MATERIAL PROVIDED section start

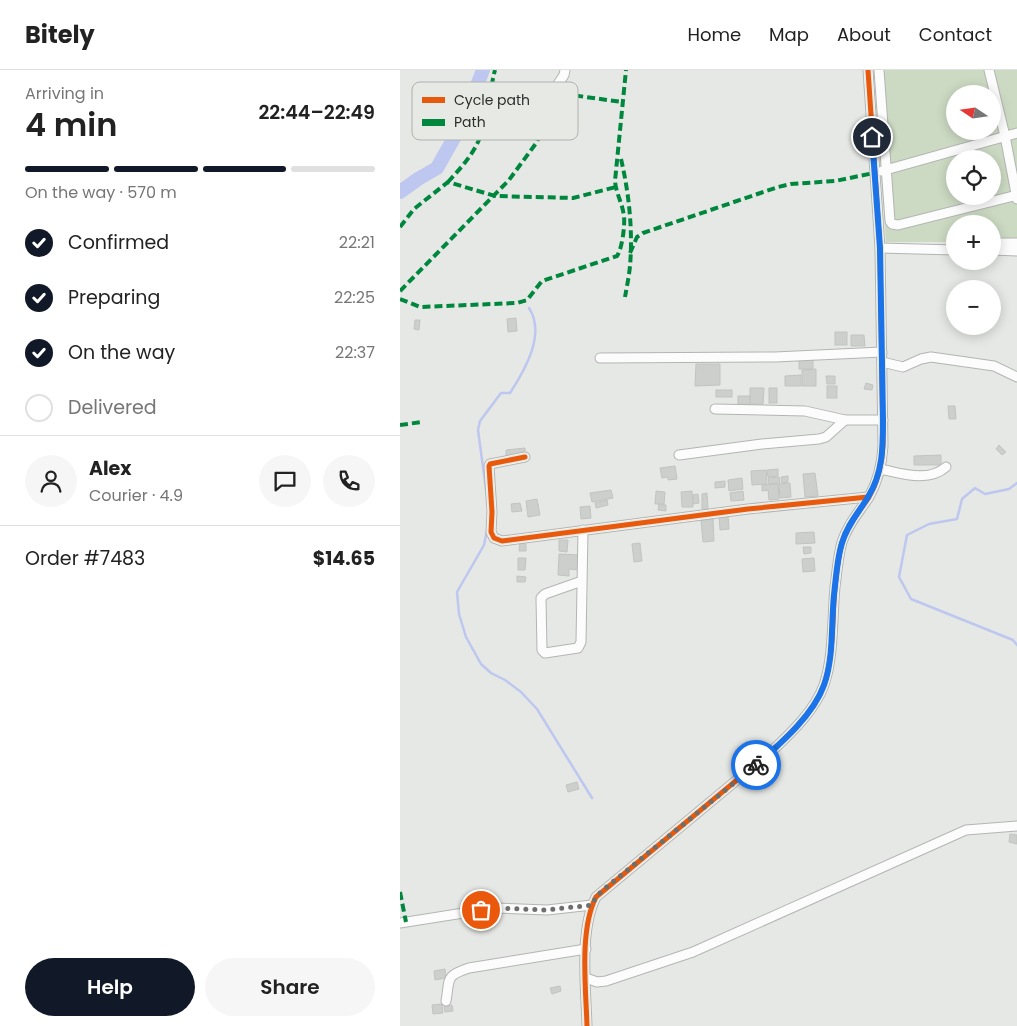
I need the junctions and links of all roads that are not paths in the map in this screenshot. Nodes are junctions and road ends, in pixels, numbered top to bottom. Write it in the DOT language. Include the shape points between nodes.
graph roads {
  1 [pos="565,70"];
  2 [pos="868,70"];
  3 [pos="879,70"];
  4 [pos="989,70"];
  5 [pos="559,82"];
  6 [pos="1017,133"];
  7 [pos="1005,136"];
  8 [pos="885,170"];
  9 [pos="874,173"];
  10 [pos="1017,197"];
  11 [pos="1001,243"];
  12 [pos="1017,243"];
  13 [pos="880,248"];
  14 [pos="946,250"];
  15 [pos="1001,250"];
  16 [pos="1017,251"];
  17 [pos="882,352"];
  18 [pos="600,358"];
  19 [pos="882,362"];
  20 [pos="1017,377"];
  21 [pos="715,409"];
  22 [pos="846,420"];
  23 [pos="883,420"];
  24 [pos="679,455"];
  25 [pos="525,458"];
  26 [pos="946,467"];
  27 [pos="880,469"];
  28 [pos="868,497"];
  29 [pos="583,530"];
  30 [pos="582,582"];
  31 [pos="1017,826"];
  32 [pos="592,905"];
  33 [pos="400,923"];
  34 [pos="586,949"];
  35 [pos="586,978"];
  36 [pos="446,1000"];
  37 [pos="587,1026"];
  1 -- 5 [label="street"];
  2 -- 9 [label="street"];
  3 -- 8 [label="street"];
  4 -- 7 [label="street"];
  6 -- 7 [label="street"];
  7 -- 8 [label="street"];
  7 -- 10 [label="street"];
  8 -- 9 [label="street"];
  8 -- 10 [label="street" via="892,224"];
  9 -- 13 [label="street"];
  11 -- 12 [label="street"];
  13 -- 14 [label="street"];
  13 -- 17 [label="street"];
  15 -- 16 [label="street"];
  17 -- 18 [label="street" via="775,357"];
  17 -- 19 [label="street"];
  19 -- 20 [label="street" via="903,367 931,357 994,366"];
  19 -- 23 [label="street"];
  21 -- 22 [label="street" via="804,411"];
  22 -- 23 [label="street"];
  22 -- 24 [label="street" via="819,439"];
  23 -- 27 [label="street"];
  25 -- 29 [label="street" via="488,466 494,538 502,541"];
  26 -- 27 [label="street" via="940,473 924,476"];
  27 -- 28 [label="street"];
  28 -- 29 [label="street"];
  28 -- 32 [label="street" via="851,521 841,544 829,661 818,698 773,750 603,890"];
  29 -- 30 [label="street"];
  30 -- 30 [label="street" via="581,645 545,653 542,650 541,598 544,594"];
  31 -- 35 [label="street" via="966,830 693,952 606,981"];
  32 -- 33 [label="street" via="547,910 495,908"];
  32 -- 34 [label="street"];
  34 -- 35 [label="street"];
  34 -- 36 [label="street" via="454,973 450,977"];
  35 -- 37 [label="street"];
}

MATERIAL PROVIDED section end

* **WHAT IS EXPECTED**: The records above should be reproduced exactly, with the pictures omitted.

* **RESULT OF THIS EXERCISE**:
I need the junctions and links of all roads that are not paths in the map in this screenshot. Nodes are junctions and road ends, in pixels, numbered top to bottom. Write it in the DOT language. Include the shape points between nodes.
graph roads {
  1 [pos="565,70"];
  2 [pos="868,70"];
  3 [pos="879,70"];
  4 [pos="989,70"];
  5 [pos="559,82"];
  6 [pos="1017,133"];
  7 [pos="1005,136"];
  8 [pos="885,170"];
  9 [pos="874,173"];
  10 [pos="1017,197"];
  11 [pos="1001,243"];
  12 [pos="1017,243"];
  13 [pos="880,248"];
  14 [pos="946,250"];
  15 [pos="1001,250"];
  16 [pos="1017,251"];
  17 [pos="882,352"];
  18 [pos="600,358"];
  19 [pos="882,362"];
  20 [pos="1017,377"];
  21 [pos="715,409"];
  22 [pos="846,420"];
  23 [pos="883,420"];
  24 [pos="679,455"];
  25 [pos="525,458"];
  26 [pos="946,467"];
  27 [pos="880,469"];
  28 [pos="868,497"];
  29 [pos="583,530"];
  30 [pos="582,582"];
  31 [pos="1017,826"];
  32 [pos="592,905"];
  33 [pos="400,923"];
  34 [pos="586,949"];
  35 [pos="586,978"];
  36 [pos="446,1000"];
  37 [pos="587,1026"];
  1 -- 5 [label="street"];
  2 -- 9 [label="street"];
  3 -- 8 [label="street"];
  4 -- 7 [label="street"];
  6 -- 7 [label="street"];
  7 -- 8 [label="street"];
  7 -- 10 [label="street"];
  8 -- 9 [label="street"];
  8 -- 10 [label="street" via="892,224"];
  9 -- 13 [label="street"];
  11 -- 12 [label="street"];
  13 -- 14 [label="street"];
  13 -- 17 [label="street"];
  15 -- 16 [label="street"];
  17 -- 18 [label="street" via="775,357"];
  17 -- 19 [label="street"];
  19 -- 20 [label="street" via="903,367 931,357 994,366"];
  19 -- 23 [label="street"];
  21 -- 22 [label="street" via="804,411"];
  22 -- 23 [label="street"];
  22 -- 24 [label="street" via="819,439"];
  23 -- 27 [label="street"];
  25 -- 29 [label="street" via="488,466 494,538 502,541"];
  26 -- 27 [label="street" via="940,473 924,476"];
  27 -- 28 [label="street"];
  28 -- 29 [label="street"];
  28 -- 32 [label="street" via="851,521 841,544 829,661 818,698 773,750 603,890"];
  29 -- 30 [label="street"];
  30 -- 30 [label="street" via="581,645 545,653 542,650 541,598 544,594"];
  31 -- 35 [label="street" via="966,830 693,952 606,981"];
  32 -- 33 [label="street" via="547,910 495,908"];
  32 -- 34 [label="street"];
  34 -- 35 [label="street"];
  34 -- 36 [label="street" via="454,973 450,977"];
  35 -- 37 [label="street"];
}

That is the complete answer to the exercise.